**Provided records**
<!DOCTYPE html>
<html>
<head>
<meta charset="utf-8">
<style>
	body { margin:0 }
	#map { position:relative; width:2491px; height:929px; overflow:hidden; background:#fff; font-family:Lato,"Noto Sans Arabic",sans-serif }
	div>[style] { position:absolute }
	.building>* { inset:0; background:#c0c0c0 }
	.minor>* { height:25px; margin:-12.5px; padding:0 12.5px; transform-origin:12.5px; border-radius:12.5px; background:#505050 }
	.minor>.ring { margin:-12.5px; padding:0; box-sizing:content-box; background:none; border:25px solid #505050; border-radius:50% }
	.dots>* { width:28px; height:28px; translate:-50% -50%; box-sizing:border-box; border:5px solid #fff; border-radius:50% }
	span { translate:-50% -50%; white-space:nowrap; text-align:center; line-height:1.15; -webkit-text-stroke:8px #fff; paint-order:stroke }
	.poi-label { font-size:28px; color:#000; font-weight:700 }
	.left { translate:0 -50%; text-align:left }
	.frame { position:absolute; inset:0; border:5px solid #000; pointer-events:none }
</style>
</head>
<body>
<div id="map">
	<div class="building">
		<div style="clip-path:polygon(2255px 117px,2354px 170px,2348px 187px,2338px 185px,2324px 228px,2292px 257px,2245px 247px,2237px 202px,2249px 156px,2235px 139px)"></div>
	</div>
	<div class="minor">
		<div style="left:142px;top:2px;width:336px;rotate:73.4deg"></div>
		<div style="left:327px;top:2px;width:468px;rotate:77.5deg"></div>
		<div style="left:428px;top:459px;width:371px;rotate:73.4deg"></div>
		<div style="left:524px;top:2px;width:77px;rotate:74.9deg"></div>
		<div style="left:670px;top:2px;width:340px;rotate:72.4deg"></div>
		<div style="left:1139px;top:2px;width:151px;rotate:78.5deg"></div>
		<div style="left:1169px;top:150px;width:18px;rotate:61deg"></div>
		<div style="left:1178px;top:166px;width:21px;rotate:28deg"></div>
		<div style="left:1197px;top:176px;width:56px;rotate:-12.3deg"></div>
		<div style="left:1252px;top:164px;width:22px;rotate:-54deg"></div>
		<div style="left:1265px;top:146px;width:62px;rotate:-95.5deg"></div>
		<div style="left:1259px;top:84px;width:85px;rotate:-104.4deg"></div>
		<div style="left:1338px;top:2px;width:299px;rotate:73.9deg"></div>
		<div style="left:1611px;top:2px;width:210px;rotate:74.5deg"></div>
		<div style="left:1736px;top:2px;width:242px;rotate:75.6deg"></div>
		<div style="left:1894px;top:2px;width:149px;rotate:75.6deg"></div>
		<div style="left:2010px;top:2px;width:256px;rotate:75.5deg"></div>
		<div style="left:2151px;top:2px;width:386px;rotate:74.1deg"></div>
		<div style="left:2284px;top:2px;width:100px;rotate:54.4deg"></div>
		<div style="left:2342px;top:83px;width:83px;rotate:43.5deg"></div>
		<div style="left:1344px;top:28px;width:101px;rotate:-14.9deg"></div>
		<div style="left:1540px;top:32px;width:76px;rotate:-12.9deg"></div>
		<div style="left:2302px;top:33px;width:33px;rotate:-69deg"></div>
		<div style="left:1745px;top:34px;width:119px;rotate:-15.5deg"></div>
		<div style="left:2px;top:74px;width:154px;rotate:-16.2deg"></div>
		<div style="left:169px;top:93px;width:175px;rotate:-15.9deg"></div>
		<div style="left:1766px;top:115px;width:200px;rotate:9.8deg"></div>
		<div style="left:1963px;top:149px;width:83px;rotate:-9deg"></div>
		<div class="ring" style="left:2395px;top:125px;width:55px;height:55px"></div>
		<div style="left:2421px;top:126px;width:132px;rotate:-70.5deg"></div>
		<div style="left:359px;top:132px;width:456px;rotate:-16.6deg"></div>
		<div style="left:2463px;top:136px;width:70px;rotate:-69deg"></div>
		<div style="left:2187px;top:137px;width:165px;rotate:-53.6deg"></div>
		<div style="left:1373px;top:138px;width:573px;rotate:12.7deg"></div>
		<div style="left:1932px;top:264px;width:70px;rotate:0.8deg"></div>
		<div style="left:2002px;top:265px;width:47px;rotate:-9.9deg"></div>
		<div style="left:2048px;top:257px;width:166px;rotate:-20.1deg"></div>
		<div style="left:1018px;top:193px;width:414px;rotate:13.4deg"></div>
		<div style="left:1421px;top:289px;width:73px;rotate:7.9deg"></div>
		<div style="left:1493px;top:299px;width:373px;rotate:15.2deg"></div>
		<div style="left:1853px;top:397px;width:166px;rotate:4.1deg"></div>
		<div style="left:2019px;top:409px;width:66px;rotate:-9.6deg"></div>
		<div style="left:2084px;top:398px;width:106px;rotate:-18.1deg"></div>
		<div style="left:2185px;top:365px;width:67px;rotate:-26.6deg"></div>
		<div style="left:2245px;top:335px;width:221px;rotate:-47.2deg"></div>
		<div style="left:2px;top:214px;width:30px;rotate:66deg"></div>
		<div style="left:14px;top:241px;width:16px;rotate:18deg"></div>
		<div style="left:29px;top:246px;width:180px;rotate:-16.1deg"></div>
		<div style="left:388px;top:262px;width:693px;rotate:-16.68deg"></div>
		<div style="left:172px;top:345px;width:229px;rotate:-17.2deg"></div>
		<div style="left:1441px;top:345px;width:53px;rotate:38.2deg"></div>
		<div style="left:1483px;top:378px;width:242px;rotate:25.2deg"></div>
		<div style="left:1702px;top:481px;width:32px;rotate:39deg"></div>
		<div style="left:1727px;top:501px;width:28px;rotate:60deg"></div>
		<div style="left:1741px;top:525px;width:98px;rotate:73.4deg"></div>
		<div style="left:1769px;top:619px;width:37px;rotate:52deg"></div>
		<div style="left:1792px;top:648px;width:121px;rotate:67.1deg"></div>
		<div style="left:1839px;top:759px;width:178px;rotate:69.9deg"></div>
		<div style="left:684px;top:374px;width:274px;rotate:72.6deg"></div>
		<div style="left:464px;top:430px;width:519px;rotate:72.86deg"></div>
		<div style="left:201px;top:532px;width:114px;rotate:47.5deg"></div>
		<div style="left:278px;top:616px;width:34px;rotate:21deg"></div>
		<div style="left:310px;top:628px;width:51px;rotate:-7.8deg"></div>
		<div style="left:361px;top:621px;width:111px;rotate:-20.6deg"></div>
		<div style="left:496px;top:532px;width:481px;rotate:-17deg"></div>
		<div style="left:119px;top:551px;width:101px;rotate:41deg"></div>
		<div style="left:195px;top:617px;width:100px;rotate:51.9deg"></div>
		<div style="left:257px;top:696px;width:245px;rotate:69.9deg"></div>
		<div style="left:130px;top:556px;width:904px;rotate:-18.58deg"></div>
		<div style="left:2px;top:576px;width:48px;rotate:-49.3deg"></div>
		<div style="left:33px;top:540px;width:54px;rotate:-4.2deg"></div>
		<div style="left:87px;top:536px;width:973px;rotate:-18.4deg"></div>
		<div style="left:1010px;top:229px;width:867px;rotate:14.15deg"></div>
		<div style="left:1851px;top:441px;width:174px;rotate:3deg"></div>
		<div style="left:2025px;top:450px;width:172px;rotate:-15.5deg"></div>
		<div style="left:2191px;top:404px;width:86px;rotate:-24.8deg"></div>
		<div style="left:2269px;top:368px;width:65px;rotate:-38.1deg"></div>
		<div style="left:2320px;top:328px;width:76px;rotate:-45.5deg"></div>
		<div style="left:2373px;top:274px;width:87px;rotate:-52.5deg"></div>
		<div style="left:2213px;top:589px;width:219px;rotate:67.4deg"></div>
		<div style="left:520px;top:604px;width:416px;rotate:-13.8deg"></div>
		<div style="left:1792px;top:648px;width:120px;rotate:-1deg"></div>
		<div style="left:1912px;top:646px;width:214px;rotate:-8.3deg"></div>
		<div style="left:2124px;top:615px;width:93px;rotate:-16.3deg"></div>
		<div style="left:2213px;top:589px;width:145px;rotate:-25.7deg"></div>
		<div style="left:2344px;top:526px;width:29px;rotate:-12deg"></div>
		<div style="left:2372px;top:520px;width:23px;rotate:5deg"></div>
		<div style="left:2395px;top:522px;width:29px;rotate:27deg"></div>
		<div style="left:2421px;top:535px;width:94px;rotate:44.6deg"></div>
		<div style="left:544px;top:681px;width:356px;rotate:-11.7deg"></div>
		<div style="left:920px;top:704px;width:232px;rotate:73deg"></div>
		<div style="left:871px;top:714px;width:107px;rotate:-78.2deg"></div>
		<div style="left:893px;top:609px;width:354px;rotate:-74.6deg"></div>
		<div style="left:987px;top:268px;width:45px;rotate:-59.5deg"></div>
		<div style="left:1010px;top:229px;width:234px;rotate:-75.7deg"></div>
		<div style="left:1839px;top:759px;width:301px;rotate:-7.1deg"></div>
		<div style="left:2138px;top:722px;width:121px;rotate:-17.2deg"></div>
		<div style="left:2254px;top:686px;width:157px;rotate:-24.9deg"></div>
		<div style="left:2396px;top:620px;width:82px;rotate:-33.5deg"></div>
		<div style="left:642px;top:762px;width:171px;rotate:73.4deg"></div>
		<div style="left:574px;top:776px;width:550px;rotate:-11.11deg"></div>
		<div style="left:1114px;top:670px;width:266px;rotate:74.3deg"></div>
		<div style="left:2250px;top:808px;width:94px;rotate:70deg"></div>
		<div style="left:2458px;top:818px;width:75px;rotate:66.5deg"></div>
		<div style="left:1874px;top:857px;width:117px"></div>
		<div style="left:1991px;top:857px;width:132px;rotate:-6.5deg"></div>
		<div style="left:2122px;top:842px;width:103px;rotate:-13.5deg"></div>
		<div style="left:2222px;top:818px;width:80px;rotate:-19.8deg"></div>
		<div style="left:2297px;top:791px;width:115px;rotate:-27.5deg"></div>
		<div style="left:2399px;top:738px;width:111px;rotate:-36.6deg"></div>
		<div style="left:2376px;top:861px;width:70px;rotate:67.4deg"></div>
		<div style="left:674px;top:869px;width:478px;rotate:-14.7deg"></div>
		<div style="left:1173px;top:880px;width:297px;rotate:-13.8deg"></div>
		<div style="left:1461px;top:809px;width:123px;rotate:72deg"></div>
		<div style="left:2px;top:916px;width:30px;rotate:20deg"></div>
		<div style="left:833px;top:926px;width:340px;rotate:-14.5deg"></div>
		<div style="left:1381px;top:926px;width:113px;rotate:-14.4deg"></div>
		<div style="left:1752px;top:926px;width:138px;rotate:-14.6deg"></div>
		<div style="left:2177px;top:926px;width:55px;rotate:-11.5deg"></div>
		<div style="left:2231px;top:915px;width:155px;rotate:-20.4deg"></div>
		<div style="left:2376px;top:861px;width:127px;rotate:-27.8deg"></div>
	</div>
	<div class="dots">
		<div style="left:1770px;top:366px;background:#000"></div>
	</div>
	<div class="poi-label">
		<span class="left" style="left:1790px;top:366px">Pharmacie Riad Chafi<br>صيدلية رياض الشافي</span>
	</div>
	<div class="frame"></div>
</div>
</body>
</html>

**Exercise prompt**
Where does the word "padding" appear in the material above? Copy every line that holds it.

**Result of the task**
	.minor>* { height:25px; margin:-12.5px; padding:0 12.5px; transform-origin:12.5px; border-radius:12.5px; background:#505050 }
	.minor>.ring { margin:-12.5px; padding:0; box-sizing:content-box; background:none; border:25px solid #505050; border-radius:50% }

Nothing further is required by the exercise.